Chapter 4 Experimental Design
4.1 Why is sound experimental design important?
Experimental design involves steps taken at the beginning of a study to control for variation and protect the validity of statistical results. Good experimental design paired with proper statistical methods ensures robust findings while minimizing animal suffering and resource expenditure (festingReductionAnimalUse1994?; johnsonPracticalAspectsExperimental2002?; lehnerDESIGNEXECUTIONANIMAL?). Experiments deal with field variability and animal diversity. Designs seek to control the variation to allow for treatment effects to show themselves in a repeatable manner.
4.2 Completely Randomized
Completely randomized designs are used when comparing more than one treatment. Each experimental unit is assumed to be a random selection from the population.
# Set seed for reproducibility
set.seed(123)
# Define parameters
n_per_treatment = 10 # number of replicates per treatment
treatments = c("A", "B", "C")
n_total = n_per_treatment * length(treatments)
# Create treatment vector (randomized)
treatment = sample(rep(treatments, each = n_per_treatment))
# Simulate response variable (e.g., plant height)
# Assume different means for each treatment
response = rnorm(n_total,
mean = ifelse(treatment == "A", 20,
ifelse(treatment == "B", 25, 30)),
sd = 3)
# Create data frame
crd_data = data.frame(
PlantID = 1:n_total,
Treatment = treatment,
Height = response
)
# View first few rows
head(crd_data)## PlantID Treatment Height
## 1 1 B 21.74290
## 2 2 B 24.74373
## 3 3 B 28.21183
## 4 4 A 19.56382
## 5 5 A 16.50337
## 6 6 B 22.54445
## Treatment Height
## 1 A 19.12492
## 2 B 23.89719
## 3 C 30.02318
## Df Sum Sq Mean Sq F value Pr(>F)
## Treatment 2 596.9 298.46 32.55 6.4e-08 ***
## Residuals 27 247.6 9.17
## ---
## Signif. codes: 0 '***' 0.001 '**' 0.01 '*' 0.05 '.' 0.1 ' ' 1
# Basic scatter plot
ggplot(crd_data, aes(x = Treatment, y = Height)) +
geom_jitter(width = 0.2, height = 0, color = "steelblue", size = 2) +
labs(title = "Plant Height by Fertilizer Treatment",
x = "Treatment",
y = "Height (cm)") +
theme_minimal()
# Boxplot
boxplot(Height ~ Treatment, data = crd_data,
main = "Plant Height by Fertilizer Treatment",
xlab = "Treatment", ylab = "Height (cm)",
col = c("lightblue", "lightgreen", "lightpink"))
4.3 Randomized Complete Block Design
The randomized complete block is useful for blocking across some known source of variation.
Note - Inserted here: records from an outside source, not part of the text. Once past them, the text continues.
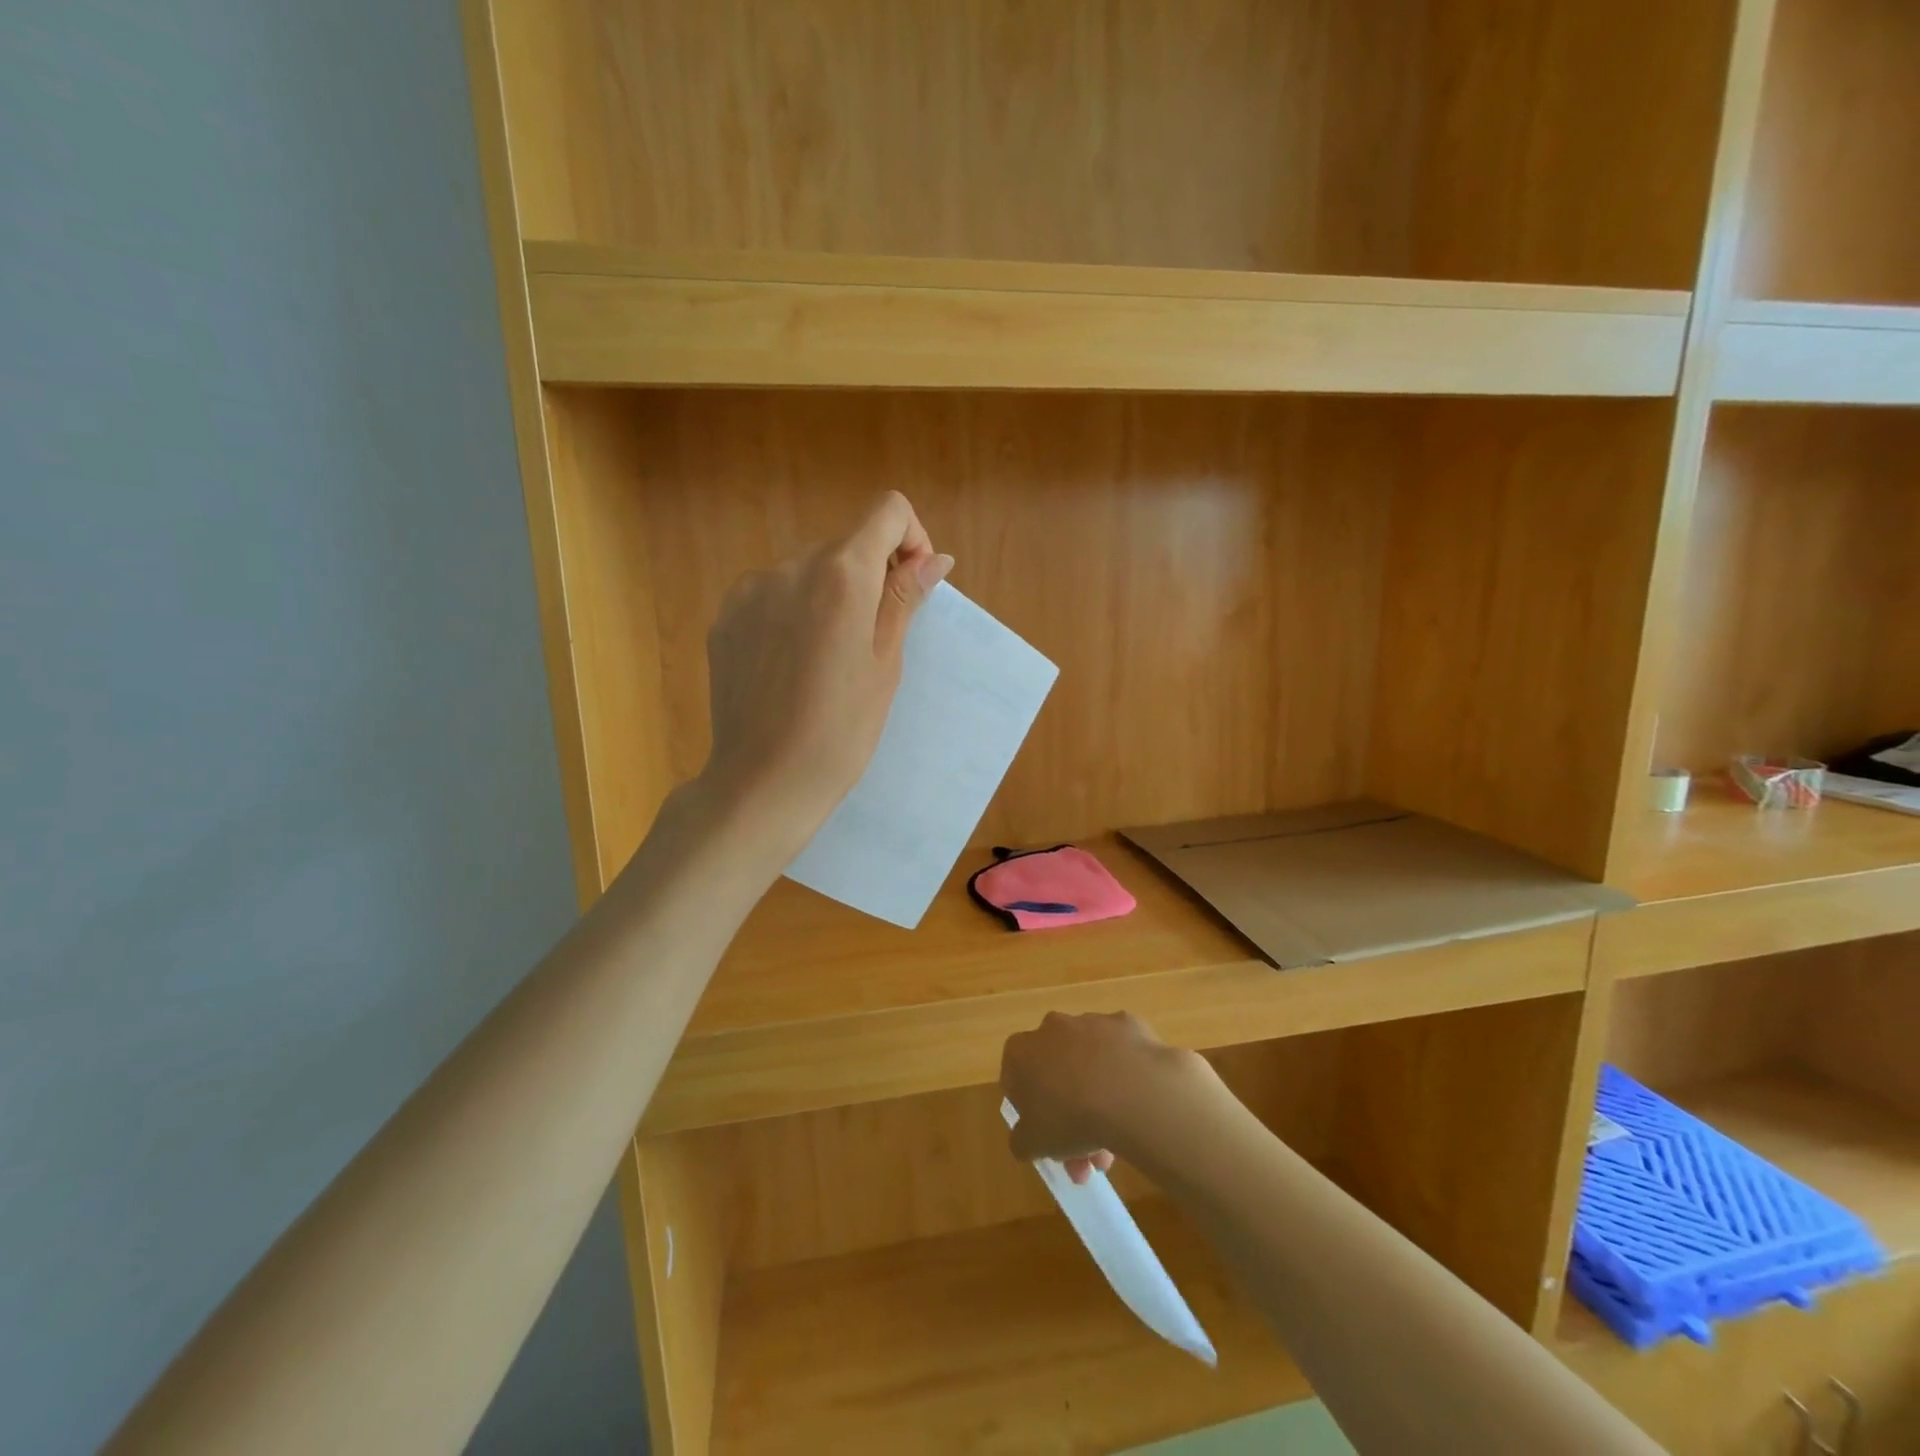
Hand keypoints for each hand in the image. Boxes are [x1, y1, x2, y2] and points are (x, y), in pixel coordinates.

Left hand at [700, 492, 951, 856]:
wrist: (764, 781)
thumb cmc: (842, 730)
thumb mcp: (885, 663)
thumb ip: (904, 598)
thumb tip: (934, 558)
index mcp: (841, 574)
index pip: (887, 511)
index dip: (910, 539)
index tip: (910, 585)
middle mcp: (790, 566)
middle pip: (845, 544)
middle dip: (868, 575)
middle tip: (870, 640)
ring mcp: (749, 590)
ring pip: (807, 572)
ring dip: (828, 596)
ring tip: (825, 660)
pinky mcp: (724, 617)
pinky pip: (772, 596)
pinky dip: (791, 614)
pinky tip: (789, 666)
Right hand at [999, 1011, 1215, 1184]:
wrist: (1132, 1092)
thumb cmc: (1071, 1118)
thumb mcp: (1033, 1144)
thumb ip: (1021, 1140)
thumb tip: (1026, 1138)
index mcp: (1022, 1051)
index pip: (1015, 1080)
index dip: (1029, 1111)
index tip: (1046, 1136)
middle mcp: (1052, 1027)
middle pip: (1056, 1073)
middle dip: (1068, 1114)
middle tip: (1086, 1156)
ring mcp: (1091, 1021)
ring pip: (1089, 1064)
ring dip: (1097, 1098)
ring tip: (1116, 1146)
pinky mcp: (1126, 1024)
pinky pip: (1120, 1054)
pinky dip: (1124, 1076)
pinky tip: (1135, 1106)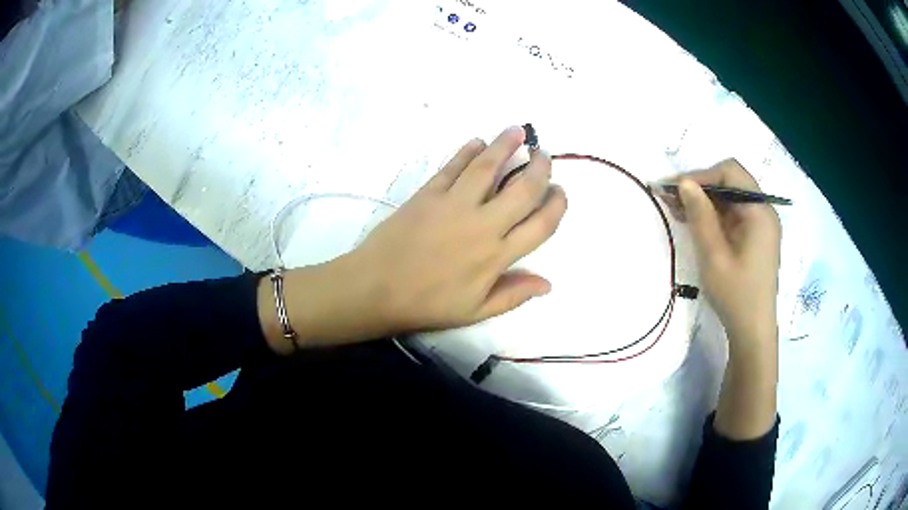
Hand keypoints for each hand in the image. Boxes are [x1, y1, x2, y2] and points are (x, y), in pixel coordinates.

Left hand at [261, 126, 567, 350]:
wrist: (376, 288)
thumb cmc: (427, 304)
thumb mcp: (475, 311)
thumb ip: (513, 295)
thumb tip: (548, 283)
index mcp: (497, 256)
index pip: (541, 225)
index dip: (557, 205)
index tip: (560, 192)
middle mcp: (483, 224)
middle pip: (523, 189)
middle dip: (540, 168)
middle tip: (543, 155)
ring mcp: (454, 204)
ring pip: (488, 167)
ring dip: (505, 145)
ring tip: (517, 131)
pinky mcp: (429, 193)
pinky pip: (453, 166)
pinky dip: (467, 151)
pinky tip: (477, 142)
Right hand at [672, 159, 780, 345]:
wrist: (752, 331)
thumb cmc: (735, 295)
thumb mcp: (714, 255)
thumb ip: (700, 216)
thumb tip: (684, 182)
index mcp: (759, 212)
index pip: (730, 173)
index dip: (701, 175)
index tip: (674, 188)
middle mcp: (763, 211)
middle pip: (730, 182)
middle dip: (700, 186)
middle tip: (671, 197)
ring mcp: (760, 224)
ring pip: (729, 198)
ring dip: (704, 200)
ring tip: (676, 208)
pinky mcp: (754, 236)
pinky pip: (732, 214)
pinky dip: (712, 214)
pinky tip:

It allows for more precise comparison between treatments when their is known varation within the experimental units. It has the added advantage of providing a comparison across the blocks if desired.
# Randomized Complete Block -----
# Load libraries
library(dplyr)
library(ggplot2)
# Define factors
treatments <- c("A", "B", "C", "D")
blocks <- paste0("Field", 1:5)
# Create RCBD layout
set.seed(42)
# Define factors
treatments <- c("A", "B", "C", "D")
blocks <- paste0("Block", 1:5)
# Create RCBD layout
rcbd <- expand.grid(Block = blocks, Treatment = treatments) %>%
group_by(Block) %>%
mutate(Treatment = sample(Treatment)) %>%
ungroup() %>%
mutate(
# Simulate subplot-level variation within each block
SubplotNoise = rnorm(n(), mean = 0, sd = 4), # Increased SD for within-field variation
# Simulate yield: treatment + block + subplot noise + residual error
Yield = 50 +
ifelse(Treatment == "A", 5,
ifelse(Treatment == "B", 10,
ifelse(Treatment == "C", 15, 20))) +
as.numeric(gsub("Block", "", Block)) * 3 +
SubplotNoise +
rnorm(n(), mean = 0, sd = 2)
)
# Add numeric position for plotting
rcbd <- rcbd %>%
group_by(Block) %>%
mutate(Plot = row_number()) %>%
ungroup()
# Plot layout
ggplot(rcbd, aes(x = Plot, y = Block, fill = Treatment)) +
geom_tile(color = "black") +
geom_text(aes(label = Treatment), size = 5) +
# scale_y_reverse(breaks = rcbd$Block, labels = rcbd$Block) +
scale_fill_brewer(palette = "Set2") +
labs(title = "RCBD Treatment Layout",
x = "Plot within Block",
y = "Block") +
theme_minimal()
## # A tibble: 6 × 5
## Block Treatment SubplotNoise Yield Plot
## <fct> <fct> <dbl> <dbl> <int>
## 1 Block1 A -4.34 57.9 1
## 2 Block2 B 6.45 72.8 1
## 3 Block3 D 0.143 77.4 1
## 4 Block4 D 5.26 89.2 1
## 5 Block5 D 3.91 87.5 1
## 6 Block1 D 3.53 74.4 2
ggplot(rcbd, aes(x = Treatment, y = Yield, fill = Block)) +
geom_boxplot() +
theme_minimal() +
labs(title = "RCBD: Treatment Effects Across Blocks")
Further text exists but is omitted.